Operations complexity

Stack

OperationComplexity
push()O(1)
pop()O(1)
top()O(1)

Queue

OperationComplexity
enqueue()O(1)
dequeue()O(1)
peek()O(1)

Stack

The characteristic that makes something a "stack" is that we can only add and remove elements from the same end. It doesn't matter how we implement it, a "stack" is just an abstract interface.

For algorithm problems, a stack is a good option whenever we can recognize the LIFO pattern. Usually, there will be some component of the problem that involves elements in the input interacting with each other

Example problem:

class Solution {

    public String removeDuplicates(String s) {
        StringBuilder stack = new StringBuilder();
        for (char c : s.toCharArray()) {
            if (!stack.isEmpty() && stack.charAt(stack.length() - 1) == c)
                stack.deleteCharAt(stack.length() - 1);
            else
                stack.append(c);
        }

        return stack.toString();
    }
}

Queue

For algorithm problems, queues are less common than stacks, and the problems are general.
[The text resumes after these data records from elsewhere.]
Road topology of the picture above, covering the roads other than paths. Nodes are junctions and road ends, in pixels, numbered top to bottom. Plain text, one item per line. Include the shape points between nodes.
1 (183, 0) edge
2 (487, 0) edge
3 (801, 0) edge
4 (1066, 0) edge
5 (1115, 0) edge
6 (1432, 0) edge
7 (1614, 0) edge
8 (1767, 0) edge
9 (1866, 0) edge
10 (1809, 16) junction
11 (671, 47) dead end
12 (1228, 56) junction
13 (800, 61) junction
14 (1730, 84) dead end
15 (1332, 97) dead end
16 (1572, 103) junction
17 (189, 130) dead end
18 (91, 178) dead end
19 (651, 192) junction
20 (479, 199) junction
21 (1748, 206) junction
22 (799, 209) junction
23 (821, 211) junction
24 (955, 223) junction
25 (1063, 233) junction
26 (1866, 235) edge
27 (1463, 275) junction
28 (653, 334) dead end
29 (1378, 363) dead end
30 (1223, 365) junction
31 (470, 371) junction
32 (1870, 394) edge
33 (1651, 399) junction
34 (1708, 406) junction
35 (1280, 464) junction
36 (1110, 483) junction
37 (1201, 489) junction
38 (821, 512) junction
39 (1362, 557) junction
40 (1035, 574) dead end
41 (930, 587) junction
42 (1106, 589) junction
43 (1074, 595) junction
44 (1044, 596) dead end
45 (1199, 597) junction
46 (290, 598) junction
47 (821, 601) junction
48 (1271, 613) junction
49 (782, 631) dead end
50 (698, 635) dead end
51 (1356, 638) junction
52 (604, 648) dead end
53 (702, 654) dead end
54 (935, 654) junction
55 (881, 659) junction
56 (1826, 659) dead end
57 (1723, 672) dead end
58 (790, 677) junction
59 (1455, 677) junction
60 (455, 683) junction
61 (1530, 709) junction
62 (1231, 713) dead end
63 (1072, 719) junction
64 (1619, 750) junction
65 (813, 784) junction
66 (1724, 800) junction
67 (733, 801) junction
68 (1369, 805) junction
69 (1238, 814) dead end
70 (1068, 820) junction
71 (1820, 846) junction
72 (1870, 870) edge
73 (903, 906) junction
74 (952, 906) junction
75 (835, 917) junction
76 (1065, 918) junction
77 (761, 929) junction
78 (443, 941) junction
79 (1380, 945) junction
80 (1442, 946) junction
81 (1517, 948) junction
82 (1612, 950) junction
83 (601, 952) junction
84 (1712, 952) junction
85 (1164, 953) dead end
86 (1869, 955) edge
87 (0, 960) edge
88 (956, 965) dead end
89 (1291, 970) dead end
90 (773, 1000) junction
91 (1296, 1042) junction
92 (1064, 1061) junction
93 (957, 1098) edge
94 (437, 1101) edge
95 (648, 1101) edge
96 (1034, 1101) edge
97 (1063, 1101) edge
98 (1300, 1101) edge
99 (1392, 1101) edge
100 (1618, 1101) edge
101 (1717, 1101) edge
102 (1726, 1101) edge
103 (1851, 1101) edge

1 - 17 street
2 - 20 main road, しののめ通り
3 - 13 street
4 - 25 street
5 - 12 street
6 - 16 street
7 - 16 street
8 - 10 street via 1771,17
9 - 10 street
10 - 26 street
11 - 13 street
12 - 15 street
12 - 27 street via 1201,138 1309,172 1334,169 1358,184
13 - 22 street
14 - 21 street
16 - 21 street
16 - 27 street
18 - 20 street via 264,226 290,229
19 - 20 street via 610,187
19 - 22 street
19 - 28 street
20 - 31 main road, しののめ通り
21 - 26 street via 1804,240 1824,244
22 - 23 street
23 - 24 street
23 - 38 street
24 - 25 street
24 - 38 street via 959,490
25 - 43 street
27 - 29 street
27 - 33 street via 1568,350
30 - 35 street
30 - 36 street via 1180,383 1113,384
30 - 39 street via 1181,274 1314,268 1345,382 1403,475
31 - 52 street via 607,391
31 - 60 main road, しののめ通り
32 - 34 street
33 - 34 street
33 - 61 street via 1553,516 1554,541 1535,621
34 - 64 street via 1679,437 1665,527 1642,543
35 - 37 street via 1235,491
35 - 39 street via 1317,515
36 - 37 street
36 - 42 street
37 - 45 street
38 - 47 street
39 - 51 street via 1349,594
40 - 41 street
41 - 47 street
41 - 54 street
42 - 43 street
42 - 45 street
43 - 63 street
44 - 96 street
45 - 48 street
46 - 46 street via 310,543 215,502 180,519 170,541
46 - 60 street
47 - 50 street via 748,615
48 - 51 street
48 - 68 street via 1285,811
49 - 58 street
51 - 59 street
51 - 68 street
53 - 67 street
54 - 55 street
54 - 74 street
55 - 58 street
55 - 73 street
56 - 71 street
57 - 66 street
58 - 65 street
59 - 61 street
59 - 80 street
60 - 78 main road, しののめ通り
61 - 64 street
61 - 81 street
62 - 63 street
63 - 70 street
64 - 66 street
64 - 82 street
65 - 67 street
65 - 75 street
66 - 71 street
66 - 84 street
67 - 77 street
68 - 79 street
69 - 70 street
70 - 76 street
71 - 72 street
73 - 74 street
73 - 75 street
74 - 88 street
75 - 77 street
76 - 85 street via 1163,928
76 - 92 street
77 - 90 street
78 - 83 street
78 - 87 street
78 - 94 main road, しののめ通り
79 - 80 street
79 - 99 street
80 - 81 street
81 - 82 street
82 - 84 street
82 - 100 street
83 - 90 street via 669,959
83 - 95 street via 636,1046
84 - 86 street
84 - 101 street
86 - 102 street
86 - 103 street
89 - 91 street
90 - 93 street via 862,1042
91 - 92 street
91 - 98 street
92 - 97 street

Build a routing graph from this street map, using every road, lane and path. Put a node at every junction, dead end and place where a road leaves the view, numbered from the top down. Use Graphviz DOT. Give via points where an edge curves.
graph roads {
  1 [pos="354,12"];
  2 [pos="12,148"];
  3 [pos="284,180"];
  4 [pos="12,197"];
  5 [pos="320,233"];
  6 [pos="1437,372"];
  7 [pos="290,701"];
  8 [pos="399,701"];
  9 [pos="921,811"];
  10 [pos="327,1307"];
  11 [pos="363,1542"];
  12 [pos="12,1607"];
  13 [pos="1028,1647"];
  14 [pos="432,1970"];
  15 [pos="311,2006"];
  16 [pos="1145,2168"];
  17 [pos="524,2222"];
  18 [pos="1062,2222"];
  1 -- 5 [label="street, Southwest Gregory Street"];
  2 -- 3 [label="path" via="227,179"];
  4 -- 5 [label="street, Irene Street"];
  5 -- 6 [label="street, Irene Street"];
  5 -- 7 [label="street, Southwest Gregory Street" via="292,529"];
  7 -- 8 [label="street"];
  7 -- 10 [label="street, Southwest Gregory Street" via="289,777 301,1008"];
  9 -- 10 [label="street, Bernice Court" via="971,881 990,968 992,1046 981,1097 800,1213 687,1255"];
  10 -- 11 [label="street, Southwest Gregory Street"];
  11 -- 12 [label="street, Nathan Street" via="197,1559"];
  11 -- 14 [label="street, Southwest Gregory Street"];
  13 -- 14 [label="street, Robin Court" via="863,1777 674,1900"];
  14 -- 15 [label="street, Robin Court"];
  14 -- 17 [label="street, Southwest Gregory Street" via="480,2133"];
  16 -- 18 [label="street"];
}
Example problem 933. Number of Recent Calls:

class RecentCounter {

    Queue<Integer> queue;

    public RecentCounter() {
        queue = new LinkedList<>();
    }

    public int ping(int t) {
        while (!queue.isEmpty() && queue.peek() < t - 3000) {
            queue.poll();
        }

        queue.offer(t);
        return queue.size();
    }
}

Monotonic

Monotonic stacks and queues are useful in problems that, for each element, involves finding the " next" element based on some criteria, for example, the next greater element. They're also good when you have a dynamic window of elements and you want to maintain knowledge of the maximum or minimum element as the window changes. In more advanced problems, sometimes a monotonic stack or queue is only one part of the algorithm.

Pseudocode:

stack = []
for num in nums:
    while stack.length > 0 AND stack.top >= num:
        stack.pop()
    // Some logic depending on the problem
    stack.push(num)

Example problem 739. Daily Temperatures:

class Solution {

    public int[] dailyTemperatures(int[] temperatures) {
        Stack<Integer> stack = new Stack<>();
        int[] answer = new int[temperatures.length];

        for (int i = 0; i < temperatures.length; i++) {
            while (!stack.empty() && temperatures[stack.peek()] < temperatures[i]) {
                int j = stack.pop();
                answer[j] = i - j;
            }

            stack.push(i);
        }

        return answer;
    }
}

Fast and slow pointers

// head is the head node of a linked list
function fn(head):
    slow = head
    fast = head

    while fast and fast.next:
        Do something here
        slow = slow.next
        fast = fast.next.next